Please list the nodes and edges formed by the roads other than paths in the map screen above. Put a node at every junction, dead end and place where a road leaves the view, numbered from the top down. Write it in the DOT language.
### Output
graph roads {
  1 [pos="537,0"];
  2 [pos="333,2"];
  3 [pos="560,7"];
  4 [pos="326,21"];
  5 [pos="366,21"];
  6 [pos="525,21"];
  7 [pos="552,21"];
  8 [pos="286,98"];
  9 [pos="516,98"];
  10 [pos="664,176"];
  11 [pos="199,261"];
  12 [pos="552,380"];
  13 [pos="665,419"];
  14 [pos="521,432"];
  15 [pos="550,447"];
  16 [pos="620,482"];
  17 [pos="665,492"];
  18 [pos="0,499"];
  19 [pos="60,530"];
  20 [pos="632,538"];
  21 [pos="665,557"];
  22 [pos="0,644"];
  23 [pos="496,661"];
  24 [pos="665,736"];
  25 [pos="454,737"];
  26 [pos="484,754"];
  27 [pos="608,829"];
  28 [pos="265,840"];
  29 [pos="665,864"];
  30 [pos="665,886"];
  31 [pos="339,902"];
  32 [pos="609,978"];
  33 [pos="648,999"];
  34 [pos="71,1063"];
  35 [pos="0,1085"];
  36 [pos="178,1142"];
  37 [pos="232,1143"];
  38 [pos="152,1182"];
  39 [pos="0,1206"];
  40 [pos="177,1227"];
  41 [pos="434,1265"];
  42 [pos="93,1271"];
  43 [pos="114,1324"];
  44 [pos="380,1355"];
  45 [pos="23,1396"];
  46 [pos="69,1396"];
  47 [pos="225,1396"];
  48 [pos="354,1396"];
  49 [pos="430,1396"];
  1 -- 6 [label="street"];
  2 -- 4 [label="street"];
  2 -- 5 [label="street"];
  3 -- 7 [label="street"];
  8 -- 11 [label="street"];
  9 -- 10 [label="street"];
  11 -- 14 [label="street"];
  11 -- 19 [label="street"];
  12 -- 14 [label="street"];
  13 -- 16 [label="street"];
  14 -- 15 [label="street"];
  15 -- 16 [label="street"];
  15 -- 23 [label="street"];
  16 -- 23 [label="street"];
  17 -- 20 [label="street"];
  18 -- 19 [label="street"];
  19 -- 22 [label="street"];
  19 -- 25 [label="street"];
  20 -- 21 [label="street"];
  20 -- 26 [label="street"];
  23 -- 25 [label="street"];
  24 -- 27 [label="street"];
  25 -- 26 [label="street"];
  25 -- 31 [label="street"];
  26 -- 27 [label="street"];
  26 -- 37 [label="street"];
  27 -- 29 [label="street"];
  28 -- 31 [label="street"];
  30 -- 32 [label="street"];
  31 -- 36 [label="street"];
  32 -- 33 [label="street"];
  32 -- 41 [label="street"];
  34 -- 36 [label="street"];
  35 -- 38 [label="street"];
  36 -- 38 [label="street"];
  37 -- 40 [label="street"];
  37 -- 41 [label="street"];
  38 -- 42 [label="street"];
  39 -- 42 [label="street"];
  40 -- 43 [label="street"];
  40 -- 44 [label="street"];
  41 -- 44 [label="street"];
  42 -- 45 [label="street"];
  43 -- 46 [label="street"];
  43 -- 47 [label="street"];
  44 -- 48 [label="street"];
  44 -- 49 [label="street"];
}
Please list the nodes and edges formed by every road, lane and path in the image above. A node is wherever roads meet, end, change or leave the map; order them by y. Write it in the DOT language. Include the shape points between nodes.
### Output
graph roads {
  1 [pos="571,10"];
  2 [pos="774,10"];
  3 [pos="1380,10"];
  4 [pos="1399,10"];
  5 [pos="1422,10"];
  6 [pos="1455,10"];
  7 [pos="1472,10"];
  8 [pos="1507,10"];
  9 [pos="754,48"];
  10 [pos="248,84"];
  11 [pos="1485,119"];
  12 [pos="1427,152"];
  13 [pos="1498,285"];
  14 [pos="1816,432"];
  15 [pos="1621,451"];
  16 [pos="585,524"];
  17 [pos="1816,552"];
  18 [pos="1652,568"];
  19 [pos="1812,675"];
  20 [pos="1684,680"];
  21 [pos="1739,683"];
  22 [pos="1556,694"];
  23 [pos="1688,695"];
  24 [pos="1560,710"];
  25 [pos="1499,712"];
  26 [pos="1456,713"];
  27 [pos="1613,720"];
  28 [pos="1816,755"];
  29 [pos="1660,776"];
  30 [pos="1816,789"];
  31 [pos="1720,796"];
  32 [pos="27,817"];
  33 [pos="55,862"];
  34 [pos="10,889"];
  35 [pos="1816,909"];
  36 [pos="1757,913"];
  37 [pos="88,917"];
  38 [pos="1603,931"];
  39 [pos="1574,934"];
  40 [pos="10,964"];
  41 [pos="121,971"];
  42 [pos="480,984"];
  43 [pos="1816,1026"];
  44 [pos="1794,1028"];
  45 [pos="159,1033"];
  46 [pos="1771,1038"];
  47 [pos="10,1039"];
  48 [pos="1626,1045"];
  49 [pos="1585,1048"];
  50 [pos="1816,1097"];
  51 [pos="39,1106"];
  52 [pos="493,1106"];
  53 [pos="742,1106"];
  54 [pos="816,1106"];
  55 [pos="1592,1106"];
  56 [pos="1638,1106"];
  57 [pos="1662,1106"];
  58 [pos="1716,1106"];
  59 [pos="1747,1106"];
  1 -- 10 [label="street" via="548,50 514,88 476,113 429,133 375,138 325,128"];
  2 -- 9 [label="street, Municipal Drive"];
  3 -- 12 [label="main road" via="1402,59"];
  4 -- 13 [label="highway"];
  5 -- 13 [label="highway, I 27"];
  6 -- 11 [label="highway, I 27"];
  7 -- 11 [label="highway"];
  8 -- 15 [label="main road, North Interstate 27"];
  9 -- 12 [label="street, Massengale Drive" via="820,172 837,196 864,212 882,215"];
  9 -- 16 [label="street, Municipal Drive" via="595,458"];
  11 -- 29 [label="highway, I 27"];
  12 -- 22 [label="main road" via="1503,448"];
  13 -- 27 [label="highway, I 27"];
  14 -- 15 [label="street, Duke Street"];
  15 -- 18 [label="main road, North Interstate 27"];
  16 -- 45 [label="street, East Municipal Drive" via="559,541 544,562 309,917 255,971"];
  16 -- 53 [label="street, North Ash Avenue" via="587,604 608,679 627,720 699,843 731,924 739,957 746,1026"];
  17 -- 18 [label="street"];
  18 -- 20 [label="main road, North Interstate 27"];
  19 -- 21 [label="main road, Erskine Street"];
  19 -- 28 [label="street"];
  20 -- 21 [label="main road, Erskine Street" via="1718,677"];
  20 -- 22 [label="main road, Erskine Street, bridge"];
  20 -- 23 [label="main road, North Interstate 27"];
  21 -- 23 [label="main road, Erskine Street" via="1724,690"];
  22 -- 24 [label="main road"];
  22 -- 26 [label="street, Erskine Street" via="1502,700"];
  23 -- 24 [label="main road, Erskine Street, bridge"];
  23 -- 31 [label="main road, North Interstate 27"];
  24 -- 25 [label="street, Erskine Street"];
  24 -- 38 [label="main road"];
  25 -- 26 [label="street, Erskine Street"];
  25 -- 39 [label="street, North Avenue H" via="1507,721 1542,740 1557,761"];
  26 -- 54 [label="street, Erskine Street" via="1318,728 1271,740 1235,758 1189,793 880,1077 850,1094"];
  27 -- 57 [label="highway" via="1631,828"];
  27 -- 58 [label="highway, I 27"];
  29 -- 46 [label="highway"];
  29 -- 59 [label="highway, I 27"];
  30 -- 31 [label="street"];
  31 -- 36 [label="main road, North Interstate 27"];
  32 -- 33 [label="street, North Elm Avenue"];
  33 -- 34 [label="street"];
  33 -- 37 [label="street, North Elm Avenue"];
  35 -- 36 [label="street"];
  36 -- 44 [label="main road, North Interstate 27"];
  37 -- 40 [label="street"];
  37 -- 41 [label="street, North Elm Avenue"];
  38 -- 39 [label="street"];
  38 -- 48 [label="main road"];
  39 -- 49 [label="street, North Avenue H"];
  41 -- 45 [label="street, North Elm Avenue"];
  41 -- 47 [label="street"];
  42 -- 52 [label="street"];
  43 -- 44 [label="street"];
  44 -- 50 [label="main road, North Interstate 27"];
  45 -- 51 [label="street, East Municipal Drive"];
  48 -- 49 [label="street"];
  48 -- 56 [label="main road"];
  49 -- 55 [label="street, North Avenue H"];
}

####################

Scan each line above for the string "highway". Give the tally and nothing else.

10